30.11.09

DEU NA NET...

Confesso que não tinha elementos palpáveis para mensurar o episódio de Cesare Batisti, aliás, sou réu confesso:

- Ainda não os tenho

Porém, como geralmente ocorre em situações como esta, recorro a minha sensibilidade para tomar partido. Ao ouvir alguns notórios ancoras da mídia televisiva, estes cada vez mais comprometidos com as redes dos podres poderes, tenho a clara percepção que o referido “terrorista” vinha sendo alvo ruidoso dos déspotas que historicamente vêm defendendo os verdadeiros terroristas brasileiros.
Um jornal televisivo que não vocifera ódio de um governador que é pego em flagrante delito,ao receber em rede nacional propina, não tem legitimidade para externar ódio de um terrorista italiano da década de 70.
Quantas foram as mortes causadas per este mandatário brasileiro? O fato é que provavelmente esta prática ceifou algumas vidas, com a ausência de um sistema digno de saúde, aí não há ódio...
Não há a percepção de ódio em relação ao ex-prefeito carioca que declarou que a industria das multas iniciara-se em seu governo, pois deve haver aí uma interpretação de que esta prática não seja uma prática terrorista... Embora igualmente ao exemplo anterior a ausência de um sistema digno de Educação tenha produzido gerações de jovens analfabetos que sem expectativa de vida vieram a matar e morrer. Porém, isto não é terrorismo?
Este mesmo setor do jornalismo televisivo não vocifera ódio da truculência da polícia que insiste em atirar nos inocentes das comunidades carentes, e negociar com o crime varejista de drogas a invasão policial nesta ou naquela comunidade...

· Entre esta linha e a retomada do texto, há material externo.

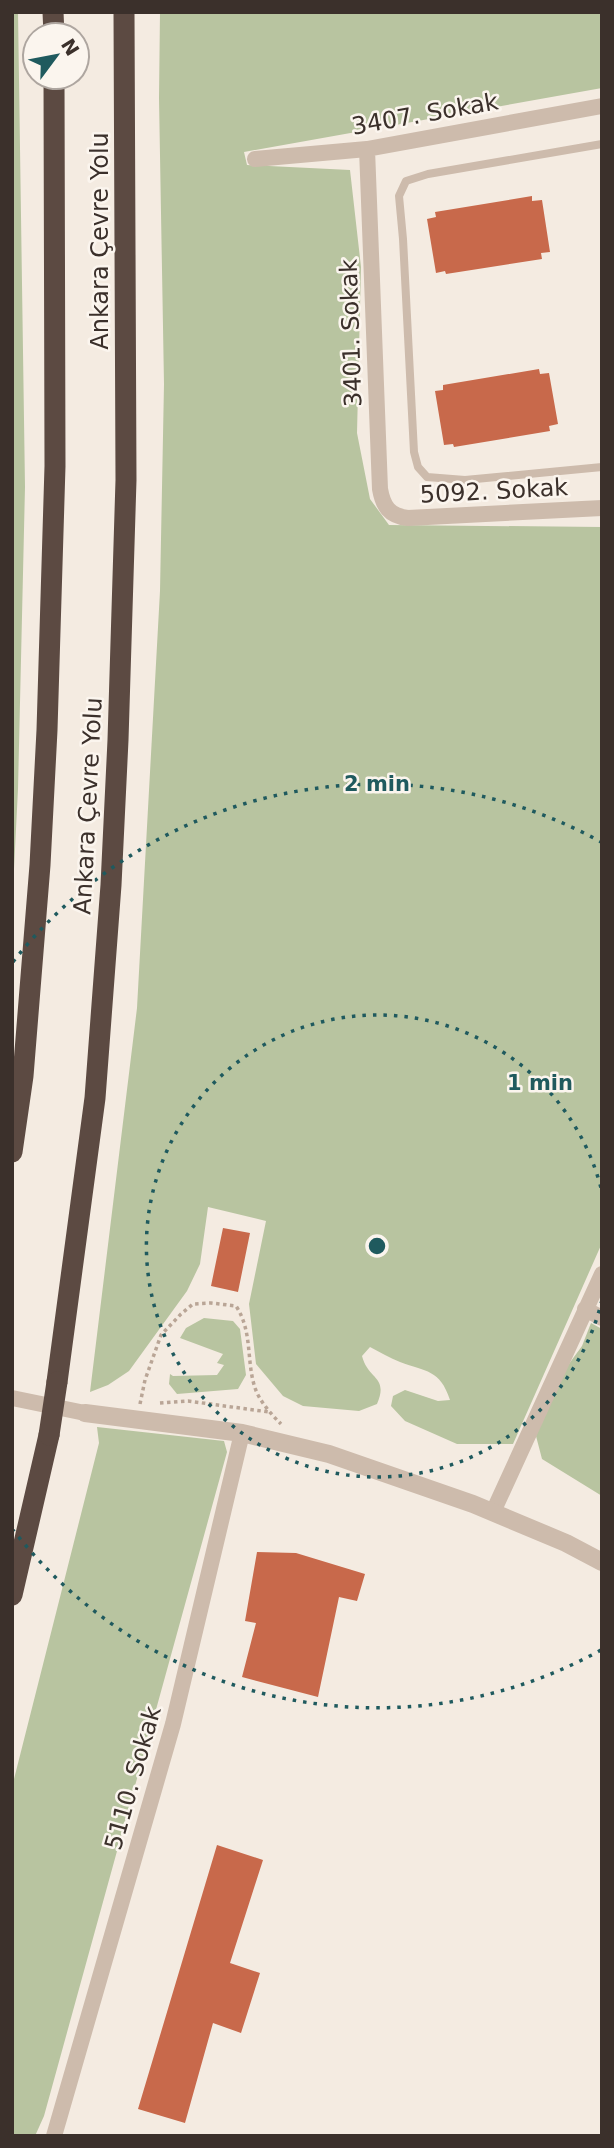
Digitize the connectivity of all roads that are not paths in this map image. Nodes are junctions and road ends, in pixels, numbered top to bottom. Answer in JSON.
{"nodes":[{"id":1,"x":124,"y":12,"type":"edge"},
{"id":2,"x":54,"y":91,"type":"edge"},
{"id":3,"x":602,"y":106,"type":"edge"},
{"id":4,"x":602,"y":144,"type":"edge"},
{"id":5,"x":367,"y":149,"type":"junction"},
{"id":6,"x":256,"y":159,"type":"dead end"},
{"id":7,"x":602,"y":467,"type":"edge"},
{"id":8,"x":602,"y":508,"type":"edge"},
{"id":9,"x":390,"y":512,"type":"joint"},
{"id":10,"x":12,"y":1152,"type":"edge"},
{"id":11,"x":602,"y":1274,"type":"edge"},
{"id":12,"x":585,"y":1309,"type":"junction"},
{"id":13,"x":602,"y":1318,"type":"edge"},
{"id":14,"x":12,"y":1398,"type":"edge"},
{"id":15,"x":85,"y":1413,"type":"joint"},
{"id":16,"x":242,"y":1433,"type":"junction"},
{"id":17,"x":493,"y":1512,"type":"junction"},
{"id":18,"x":602,"y":1562,"type":"edge"},
{"id":19,"x":12,"y":1595,"type":"edge"},
{"id":20,"x":60,"y":2134,"type":"edge"}],
"edges":[{"from":1,"to":19,"type":"highway","name":"Ankara Çevre Yolu","bridge":true},
{"from":2,"to":10,"type":"highway","name":"Ankara Çevre Yolu"},
{"from":3,"to":5,"type":"street","name":"3407. Sokak"},
{"from":4,"to":7,"type":"lane"},
{"from":5,"to":6,"type":"street","name":"3407. Sokak"},
{"from":5,"to":9,"type":"street","name":"3401. Sokak"},
{"from":8,"to":9,"type":"street","name":"5092. Sokak"},
{"from":11,"to":12,"type":"street"},
{"from":12,"to":13,"type":"street"},
{"from":12,"to":17,"type":"street"},
{"from":14,"to":15,"type":"street"},
{"from":15,"to":16,"type":"street"},
{"from":16,"to":17,"type":"street"},
{"from":16,"to":20,"type":"street","name":"5110. Sokak"},
{"from":17,"to":18,"type":"street"}]}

- Hein... Isto não é terrorismo?


Vez por outra me pegava observando uma (geralmente irresponsável) matéria jornalística televisiva que fazia alusão ao caso em questão... Porém minhas dúvidas começam a se dissipar quando os parlamentares do DEM (carinhosamente apelidado de DEMO), os mesmos que se locupletaram das artimanhas de seu Governador, que aliás irá precisar de muita arruda atrás da orelha, para se prevenir dos maus olhados, se revelam os mais ruidosos críticos de uma eventual decisão de acolhimento deste refugiado.
Creio que ainda poderia continuar escrevendo mais algumas linhas, porém tive o imenso prazer de receber esta esclarecedora carta que agora divido com vocês, leiam e façam suas observações.


Por Bernard-Henri Lévy*, na Folha de S.Paulo



Prezado presidente Lula,

Sei bem que o debate sobre o caso Cesare Battisti, antigo militante dos Proletários Armados pelo Comunismo, acusado de atos de terrorismo na Itália dos anos 70, tem despertado paixões no seu país.


Também sei que o jogo das instituições brasileiras, o esgotamento dos procedimentos previstos na sua democracia e a decisão apertada a favor da extradição, tomada pelo Supremo Tribunal Federal após longo julgamento, fazem com que agora caiba ao senhor, e ao senhor apenas, o poder de decidir se esse antigo militante, que se tornou um escritor de sucesso, deve ou não ser entregue à Itália.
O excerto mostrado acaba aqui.